A Common Policy
Anna Aslanyan · ‘La Disparition’ at 50
La Disparition, a lipogrammatic classic, turns 50 today. You probably know who it’s by; if not, you can look it up to find out why I’m unwilling to say who did it. From its first publication on 29 March 1969, this book built a cult following. It’s primarily famous for what’s missing from it, a basic but important thing that forms a part of words you can’t usually do without. Staying strictly within this tight constraint, it says what it wants to say about its protagonist, Anton Voyl, and his vanishing act – a conundrum for his companions – in a grippingly ludic, rigidly formulaic way.

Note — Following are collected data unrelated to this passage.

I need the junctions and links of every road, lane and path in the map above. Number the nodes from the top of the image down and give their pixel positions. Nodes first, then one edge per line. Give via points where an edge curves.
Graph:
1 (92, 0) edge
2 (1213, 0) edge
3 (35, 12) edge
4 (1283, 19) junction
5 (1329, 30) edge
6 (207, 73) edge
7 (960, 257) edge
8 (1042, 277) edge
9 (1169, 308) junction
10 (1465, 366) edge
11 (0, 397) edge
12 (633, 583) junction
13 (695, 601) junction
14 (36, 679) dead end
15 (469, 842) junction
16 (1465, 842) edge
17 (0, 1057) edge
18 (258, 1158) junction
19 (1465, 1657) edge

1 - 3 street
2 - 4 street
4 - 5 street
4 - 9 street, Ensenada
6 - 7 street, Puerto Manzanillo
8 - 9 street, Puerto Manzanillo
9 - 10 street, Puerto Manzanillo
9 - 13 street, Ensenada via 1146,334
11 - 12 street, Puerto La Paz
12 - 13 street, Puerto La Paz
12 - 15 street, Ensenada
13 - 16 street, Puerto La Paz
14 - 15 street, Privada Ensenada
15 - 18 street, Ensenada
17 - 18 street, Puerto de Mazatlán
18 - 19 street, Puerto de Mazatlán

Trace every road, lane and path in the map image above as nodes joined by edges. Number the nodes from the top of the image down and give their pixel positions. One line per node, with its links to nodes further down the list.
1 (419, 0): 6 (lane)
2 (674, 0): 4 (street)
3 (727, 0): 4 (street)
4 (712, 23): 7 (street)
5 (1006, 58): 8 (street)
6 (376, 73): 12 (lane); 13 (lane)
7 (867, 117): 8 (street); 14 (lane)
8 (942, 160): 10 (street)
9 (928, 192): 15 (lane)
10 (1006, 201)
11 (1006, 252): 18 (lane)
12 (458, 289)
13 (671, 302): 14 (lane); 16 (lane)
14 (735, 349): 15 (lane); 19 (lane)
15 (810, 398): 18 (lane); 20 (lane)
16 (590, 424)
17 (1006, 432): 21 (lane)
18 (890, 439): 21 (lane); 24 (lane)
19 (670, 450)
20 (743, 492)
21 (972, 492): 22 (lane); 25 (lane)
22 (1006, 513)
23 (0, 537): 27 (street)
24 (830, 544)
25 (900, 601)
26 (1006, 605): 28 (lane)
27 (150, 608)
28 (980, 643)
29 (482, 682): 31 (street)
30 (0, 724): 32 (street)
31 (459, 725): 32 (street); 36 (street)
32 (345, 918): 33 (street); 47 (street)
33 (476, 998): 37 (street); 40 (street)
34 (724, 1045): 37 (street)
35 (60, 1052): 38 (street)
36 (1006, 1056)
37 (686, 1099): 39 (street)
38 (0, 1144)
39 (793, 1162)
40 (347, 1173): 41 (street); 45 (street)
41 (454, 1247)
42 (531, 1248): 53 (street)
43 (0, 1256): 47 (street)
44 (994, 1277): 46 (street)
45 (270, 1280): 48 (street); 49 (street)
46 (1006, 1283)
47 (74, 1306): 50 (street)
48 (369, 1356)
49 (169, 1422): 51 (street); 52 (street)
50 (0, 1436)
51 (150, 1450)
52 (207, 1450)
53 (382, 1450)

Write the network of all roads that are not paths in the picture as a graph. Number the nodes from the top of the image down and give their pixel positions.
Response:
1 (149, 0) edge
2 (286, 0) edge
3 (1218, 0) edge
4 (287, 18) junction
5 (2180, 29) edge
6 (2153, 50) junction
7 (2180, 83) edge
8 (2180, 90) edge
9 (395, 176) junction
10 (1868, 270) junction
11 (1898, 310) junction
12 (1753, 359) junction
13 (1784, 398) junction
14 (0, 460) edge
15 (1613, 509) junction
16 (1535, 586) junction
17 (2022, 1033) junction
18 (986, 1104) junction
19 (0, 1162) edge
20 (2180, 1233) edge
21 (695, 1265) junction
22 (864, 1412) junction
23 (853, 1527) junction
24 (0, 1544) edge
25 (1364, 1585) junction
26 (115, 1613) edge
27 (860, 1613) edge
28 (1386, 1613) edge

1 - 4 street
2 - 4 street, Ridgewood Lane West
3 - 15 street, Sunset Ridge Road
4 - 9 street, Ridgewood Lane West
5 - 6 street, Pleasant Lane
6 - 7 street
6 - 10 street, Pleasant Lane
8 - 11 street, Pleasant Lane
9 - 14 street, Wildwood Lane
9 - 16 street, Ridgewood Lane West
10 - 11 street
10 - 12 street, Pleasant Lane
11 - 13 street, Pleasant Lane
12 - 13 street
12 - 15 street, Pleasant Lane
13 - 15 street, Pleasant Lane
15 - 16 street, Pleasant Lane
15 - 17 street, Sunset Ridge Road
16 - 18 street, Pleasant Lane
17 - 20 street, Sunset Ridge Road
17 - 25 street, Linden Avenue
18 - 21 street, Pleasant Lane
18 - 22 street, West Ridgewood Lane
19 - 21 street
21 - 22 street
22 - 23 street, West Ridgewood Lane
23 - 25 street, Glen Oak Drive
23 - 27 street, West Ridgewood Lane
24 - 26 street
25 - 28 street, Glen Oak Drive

Various translations of La Disparition painstakingly follow its track, cutting all that has to go without ruining its plot. G. Adair’s A Void (1994), an award-winning translation and a scintillating work of art in its own right, is a linguistic triumph. La scomparsa – alas, its Italian translator must languish in anonymity, too – is just as skilful in its acrobatic wordplay. Moving on to Russian and Cyrillic, V. Kislov transforms La Disparition into Исчезание (a slightly artificial word), so now it’s o that’s out of action, a similarly difficult omission to sustain. Spanish plays its cards sans a, which is not as crucial a symbol, I’m told, but it’s still a hard trick to pull off.
How much fun can translators wring out of La Disparition? Talking to yours truly in 2010, Adair said that working on it was mightily uplifting for him. ‘Not only did I spin out a fairly straightforward story,’ his postscript to A Void affirms, ‘but I had a lot of fun with it … in my ambition of participating, or collaborating, in a common policy to adopt a radical, wilfully conflictual position vis-à-vis fiction.’ His account brought up a hilarious possibility of producing similar Oulipian gimmicks for all occasions. Why stick to writing standards if you can try your hand at prankish parody, stringing up a handful of words without slipping into that archaic habit of using too much fluff?
Writing La Disparition, its author would ask his visitors to talk to him lipogrammatically, thus participating in his book’s composition. Adair, so far as I know, had only his own vocabulary, and possibly a dictionary or two, for company. A Void abounds with synonyms (‘tintinnabula’, ‘viridian’); vivid imagos (‘your nights without 40 winks, your connubials without 69’); Gallicisms (roman à tiroirs, avoirdupois); and various circumlocutions of affirmation (‘I won’t say no’, ‘it has a ring of truth to it’). It isn’t without its sly constructs, though, such as ‘on 3 occasions’, ‘An I for an I, a truth for a truth!’ and ‘shuffl’d off this mortal coil’. Its wordplay – ‘Raymond Q. Knowall’, ‘Alas and alack for Alaric and his lass!’ and so on – brings nothing but joy. Last but not most insignificant, A Void is full of parody. William Shakspar’s ‘Living, or not living’ soliloquy is as brilliant as Black Bird by Arthur Gordon Pym, with its chorus ‘Quoth that Black Bird, “Not Again.”’
Adair’s passing away in 2011 was a loss to his fans, including this author. ‘My ambition,’ A Void’s postscript says, ‘my constant fixation, was primarily to concoct an artifact as original as it was illuminating, an artifact that would, or just possibly might, act as a stimulant on notions of construction, of narration, of plotting, of action, a stimulant, in a word, of fiction-writing today.’ La Disparition’s author, who ‘sought inspiration in a linguistic avant-gardism virtually unknown in this country’, did just that, and so did Adair.